Der Flipped Classroom braucht für jedes Fach, für jede Jahrgangsstufe, für jede individuelle Klasse und auch für jeden Lehrer eine fachdidaktische Anpassung. Allerdings darf man bei der Vielzahl von didaktischen Lehrwerken auch nicht vergessen, dass es am Ende der Schüler ist, der etwas lernen soll. Am Mittwoch in der 6. Stunde nach vier Stunden Deutsch-Schulaufgabe ist mein Lernzirkel vielleicht einfach nicht mehr produktiv, so wertvound gut vorbereitet er auch sein mag. Bei meiner achten Klasse herrschte die so genannte Mathe-Angst vor: bloß nichts falsch machen und am besten gar nicht erst ausprobieren, sondern einfach geduldig auf die Lösung warten. Da sind die konstruktivistischen Elemente zu Beginn auch nicht zielbringend. Die Videos in der vorbereitenden Hausaufgabe waren da mein Türöffner zur Teilnahme am Unterricht, so dass später mit Impulsen bei der vobereitenden Hausaufgabe sogar Entdeckendes Lernen möglich war. Ich habe lieber motivierte SchülerInnen, die gerne in meinen Unterricht kommen und gut lernen können, als dass ich mich von jeder didaktischen Pflicht vereinnahmen lasse. Ich nehme gerne die Hinweise von Wissenschaftlern an und habe daraus schon wertvolle Impulse für meinen Unterricht gewonnen. Allerdings ist mein Flipped Classroom auch erfolgreich (und in den Augen anderer Didaktiker auch sehr wertvoll), so dass ich die völlige Ablehnung des Konzepts manchmal nicht verstehen kann.
Digitale Bildung
Im Zuge der Diskussion um "Digitale Bildung" hatte der Flipped Classroom schon eine Art Hype oder hat ihn immer noch. Genau genommen ist es aber nicht eindeutig das, was sich die meisten darunter vorstellen. Digitale Bildung bedeutet, dass die SchülerInnen z.B. selbst Content erstellen oder Coden lernen, um für die Welt des 21. Jahrhunderts vorbereitet zu sein. Beim Flipped Classroom digitalisiert der Lehrer eigentlich nur das, was zu seiner Lehre gehört. Das ist im engen Sinn eine Digitale Lehre, aber noch keine Digitale Bildung. Trotzdem glaube ich, dass SchülerInnen durch den FC indirekt auf diese Weise gebildet werden. Durch das Vormachen und Nutzen von digitalen Elementen wird der Lehrer zum digitalen Vorbild, er nutzt es vor allem sinnvoll und leitet den Nutzen an. Gleichzeitig gewinnt man durch das Konzept Zeit, um die SchülerInnen selbst aktiv werden zu lassen. (wie z.B. hier)

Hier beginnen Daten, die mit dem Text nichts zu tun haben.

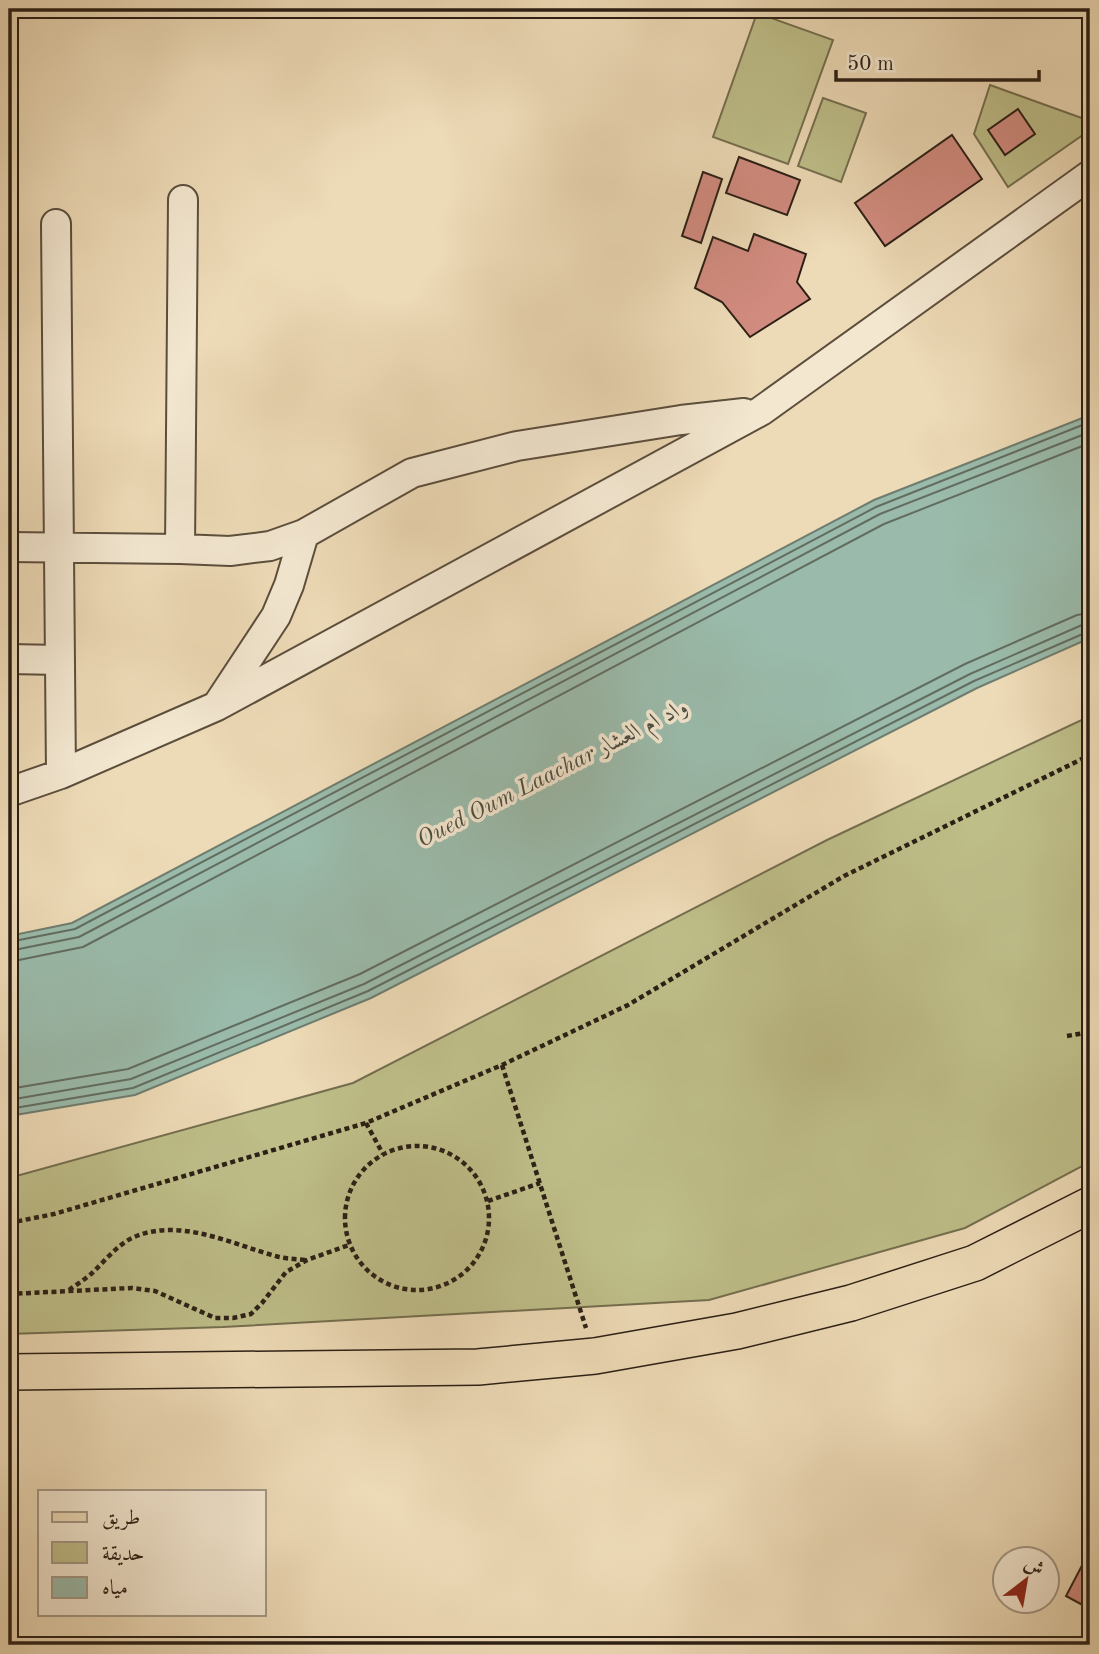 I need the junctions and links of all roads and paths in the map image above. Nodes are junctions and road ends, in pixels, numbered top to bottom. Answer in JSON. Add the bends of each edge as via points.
{"nodes":[{"id":1,"x":1090,"y":175,"type":"edge"},
{"id":2,"x":183,"y":200,"type":"dead end"},
{"id":3,"x":55,"y":224,"type":"dead end"},
{"id":4,"x":761,"y":411,"type":"junction"},
{"id":5,"x":304,"y":534,"type":"junction"},
{"id":6,"x":9,"y":547,"type":"edge"},
{"id":7,"x":59,"y":548,"type":"junction"},
{"id":8,"x":180,"y":550,"type":"junction"},
{"id":9,"x":9,"y":659,"type":"edge"},
{"id":10,"x":60,"y":660,"type":"junction"},
{"id":11,"x":217,"y":706,"type":"junction"},
{"id":12,"x":1090,"y":755,"type":"edge"},
{"id":13,"x":61,"y":774,"type":"junction"},
{"id":14,"x":9,"y":792,"type":"edge"},
{"id":15,"x":1090,"y":1032,"type":"edge"},
{"id":16,"x":1067,"y":1035,"type":"dead end"},
{"id":17,"x":502,"y":1065,"type":"junction"},
{"id":18,"x":366,"y":1123,"type":"junction"},
{"id":19,"x":383,"y":1154,"type":"junction"},
{"id":20,"x":540,"y":1183,"type":"junction"},
{"id":21,"x":488,"y":1200,"type":"junction"},
{"id":22,"x":1090,"y":1205,"type":"edge"},
{"id":23,"x":9,"y":1223,"type":"edge"},
{"id":24,"x":349,"y":1245,"type":"junction"},
{"id":25,"x":307,"y":1260,"type":"junction"},
{"id":26,"x":67,"y":1291,"type":"junction"},
{"id":27,"x":9,"y":1294,"type":"edge"},
{"id":28,"x":595,"y":1356,"type":"junction"},
{"id":29,"x":9,"y":1372,"type":"edge"}],
"edges":[{"from":1,"to":4,"type":"street"},
{"from":2,"to":8,"type":"street"},
{"from":3,"to":7,"type":"street"},
{"from":4,"to":5,"type":"street","via":[[517,446],[412,473]]},
{"from":4,"to":11,"type":"street"},
{"from":5,"to":8,"type":"street","via":[[270,546]]},
{"from":5,"to":11,"type":"street","via":[[276,616]]},
{"from":6,"to":7,"type":"street"},
{"from":7,"to":8,"type":"street"},
{"from":7,"to":10,"type":"street"},
{"from":9,"to":10,"type":"street"},
{"from":10,"to":13,"type":"street"},
{"from":11,"to":13,"type":"street"},
{"from":12,"to":17,"type":"path","via":[[844,876],[628,1005]]},
{"from":13,"to":14,"type":"street"},
{"from":15,"to":16,"type":"path"},
{"from":17,"to":18,"type":"path"},
{"from":17,"to":20,"type":"path"},
{"from":18,"to":19,"type":"path"},
{"from":18,"to":23,"type":"path"},
{"from":19,"to":21,"type":"path","via":[[413,1145],[438,1148],[460,1159],[478,1178]]},
{"from":19,"to":24,"type":"path","via":[[355,1178],[346,1199]]},
{"from":20,"to":21,"type":"path"},
{"from":20,"to":28,"type":"path"},
{"from":21,"to":24,"type":"path","via":[[490,1225],[483,1249],[468,1270],[448,1284],[400,1289],[361,1265]]},
{"from":22,"to":28,"type":"main road","via":[[975,1263],[851,1303],[737,1331]]},
{"from":24,"to":25,"type":"path"},
{"from":25,"to":26,"type":"path","via":[[186,1231],[154,1231],[130,1239]]},
{"from":25,"to":26,"type":"path","via":[[286,1272],[251,1314],[233,1318],[215,1318],[155,1291]]},
{"from":26,"to":27,"type":"path"},
{"from":28,"to":29,"type":"main road","via":[[478,1367]]}]}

Für mich ist es ein langer Weg, 4K im Unterricht zu erreichen. Mein erstes Ziel ist es, SchülerInnen wirklich zum selbstständigen Arbeiten zu bringen (also auch kommunizieren und zusammen arbeiten) und mich dabei als Lehrer ein bisschen überflüssig zu machen. Darauf aufbauend versuche ich dann immer wieder Wege zu gehen, die gerade das kritische Denken und die Kreativität fördern. Das schaffe ich aber nicht jede Stunde, manchmal gehts halt auch einfach nur um den Logarithmus.
Projektende - Projektstart
Nach dem eigenen Projekt ist vor dem gemeinsamen Projekt. Zu siebt erstellen wir dieses Jahr Unterrichtsmaterial für kompetenzorientiertes und selbstständiges Arbeiten unserer 5.Klässler. Zusammen mit Ferdinand Stipberger von der Realschule Neunburg vorm Wald teilen wir Lehrer von der Inge Aicher Scholl Realschule in Pfuhl die Arbeit auf und "befruchten" uns im besten Fall mit neuen Ideen, didaktischen Kniffen und auch Arbeitserleichterung. Mit Georg Wiesmann teile ich mir dieses Jahr die Arbeit für die 10. Klasse. So leben wir auch als Lehrer das gemeinsame Arbeiten, dass wir selbst von den SchülerInnen einfordern, um Sie auf das 21. Jahrhundert vorzubereiten.
Danke an dieser Stelle besonders an die Community, exemplarisch Sebastian Stoll, der in unzähligen Gesprächen immer wieder für meine und auch unsere Reflexion herhalten muss. Digitale Bildung heißt auch, seinen Unterricht unter wissenschaftlichen und fachdidaktischen Aspekten immer weiter zu entwickeln und ihn jeden Tag ein Stückchen besser zu machen. Dabei werden weiterhin auch mir als Lehrer Fehler passieren, die es dann reflektiert zu ändern gilt. Aber letztendlich ist es doch auch genau das, was ich im Fach Mathematik bei den SchülerInnen unter Lernen verstehe: Zeit haben, um auch Fehler zu machen und nicht auf das fertige Rezept zu warten.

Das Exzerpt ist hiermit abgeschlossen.